How to spot it: ls -lh public/sitemap.xml. Over 50 MB? Split regardless of URL count.
3. Hreflang inflates the file dramatically
A bilingual site with en and zh versions adds 2-3 xhtml:link tags per URL. A 30k-article site doubles to ~60k URL entries (each language is a separate <url>), each entry is larger.
How to spot it: grep -c '<url>' public/sitemap.xml. Compare to your distinct page count. If 2-3× higher, hreflang or duplicates inflated it.
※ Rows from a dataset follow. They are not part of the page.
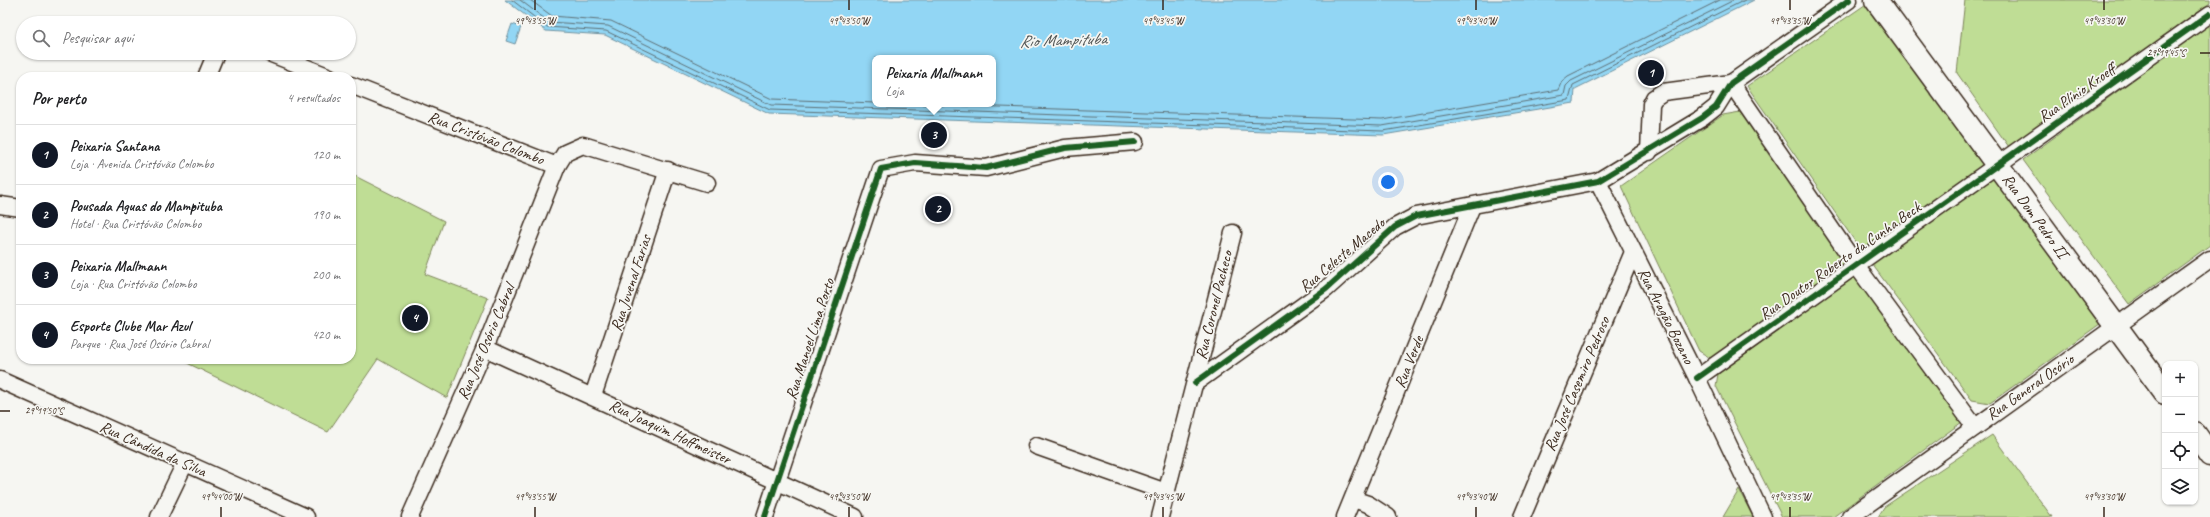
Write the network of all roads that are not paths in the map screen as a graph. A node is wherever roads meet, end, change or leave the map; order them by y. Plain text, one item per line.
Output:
1 (1849, 0) edge
2 (1876, 0) edge
3 (2210, 14) edge
4 (213, 60) edge
5 (287, 60) edge
6 (208, 72) edge
7 (317, 72) edge
8 (1731, 83) junction
9 (356, 87) edge
10 (1135, 142) dead end
11 (1649, 152) junction
12 (1997, 165) junction
13 (557, 166) junction
14 (668, 170) junction
15 (1598, 181) junction
16 (707, 183) dead end
17 (0, 205) edge
18 (1472, 206) junction
19 (16, 207) edge
20 (1233, 233) dead end
21 (1633, 252) junction
22 (2210, 259) edge
23 (1856, 265) junction
24 (2116, 326) junction
25 (485, 348) junction
26 (1697, 378) junction
27 (0, 380) edge
28 (1194, 382) junction
29 (2162, 389) edge
30 (593, 396) junction
31 (1975, 427) junction
32 (2198, 438) edge
33 (1036, 446) dead end
34 (2210, 455) edge
35 (185, 463) junction
36 (776, 481) junction
37 (1166, 492) junction
38 (1353, 499) junction
39 (1855, 515) edge
40 (159, 517) edge
41 (306, 517) edge
42 (410, 517) edge
43 (765, 517) edge
44 (855, 517) edge
45 (1160, 517) edge
46 (1345, 517) edge
47 (1388, 517) edge
48 (1522, 517) edge
49 (1763, 517) edge

1 - 8 street
2 - 12 main road, Rua Dom Pedro II
3 - 12 street, Rua Plínio Kroeff
4 - 6 street
5 - 7 street
8 - 11 street, Rua Celeste Macedo
8 - 11 street
8 - 23 street
9 - 13 street, Rua Cristóvão Colombo
10 - 36 street, Rua Manoel Lima Porto
11 - 15 street, Rua Celeste Macedo
12 - 23 street, Rua Doutor Roberto da Cunha Beck
12 - 24 main road, Rua Dom Pedro II
13 - 14 street, Rua Cristóvão Colombo
13 - 25 street, Rua José Osório Cabral
14 - 16 street, Rua Cristóvão Colombo
14 - 30 street, Rua Juvenal Farias
15 - 18 street, Rua Celeste Macedo
15 - 21 street, Rua Aragão Bozano
17 - 19 street
18 - 28 street, Rua Celeste Macedo
18 - 38 street, Rua Verde
20 - 28 street, Rua Coronel Pacheco
21 - 26 street, Rua Aragão Bozano
21 - 48 street, Rua José Casemiro Pedroso
22 - 24 street, Rua General Osório
23 - 26 street, Rua Doutor Roberto da Cunha Beck
23 - 31 street
24 - 29 main road, Rua Dom Pedro II
24 - 31 street, Rua General Osório
25 - 30 street, Rua Joaquim Hoffmeister
25 - 42 street, Rua José Osório Cabral
26 - 49 street, Rua Aragão Bozano
27 - 35 street, Rua Cândida da Silva
28 - 37 street, Rua Coronel Pacheco
30 - 36 street, Rua Joaquim Hoffmeister
31 - 39 street, Rua General Osório
32 - 34 main road
33 - 37 street
35 - 40 street
35 - 41 street, Rua Cândida da Silva
36 - 43 street, Rua Manoel Lima Porto
36 - 44 street, Rua Joaquim Hoffmeister
37 - 45 street, Rua Coronel Pacheco
38 - 46 street, Rua Verde
38 - 47 street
4. Sitemap index pointing to itself or missing
You created a sitemap index but it lists only one child sitemap (the original 73k file), or accidentally lists the index file inside itself.
How to spot it: cat public/sitemap-index.xml. Should be <sitemapindex> with multiple <sitemap><loc> children pointing to distinct child files, each under 50k URLs.
5. Splits by alphabet rather than count
Naive split: sitemap-a.xml, sitemap-b.xml, etc. by URL slug first letter. If “p” articles are 80k of your 300k total, that file still exceeds the limit.
How to spot it: wc -l public/sitemap-*.xml. If any individual file > 50,003 lines, your split logic is wrong.
6. Compressed file under 50 MB but uncompressed over
Google checks the uncompressed size. A 8 MB gzipped file that’s 80 MB uncompressed will fail.
How to spot it: gzip -l public/sitemap.xml.gz shows compressed and uncompressed bytes.
7. Sitemap files don’t match robots.txt declaration
You split into sitemap-1.xml, sitemap-2.xml, but robots.txt still says Sitemap: https://example.com/sitemap.xml. Search Console doesn’t auto-discover the index.
How to spot it: curl https://yoursite.com/robots.txt | grep -i sitemap. Should list the sitemap-index URL.
Shortest path to fix
Step 1: Decide a chunk size and split scheme
Conservative target: 25,000 URLs or 25 MB per file (half the hard limit). Group by content type for human debuggability:
sitemap-articles-1.xml…sitemap-articles-N.xmlsitemap-categories.xmlsitemap-tags.xmlsitemap-pages.xml(static pages)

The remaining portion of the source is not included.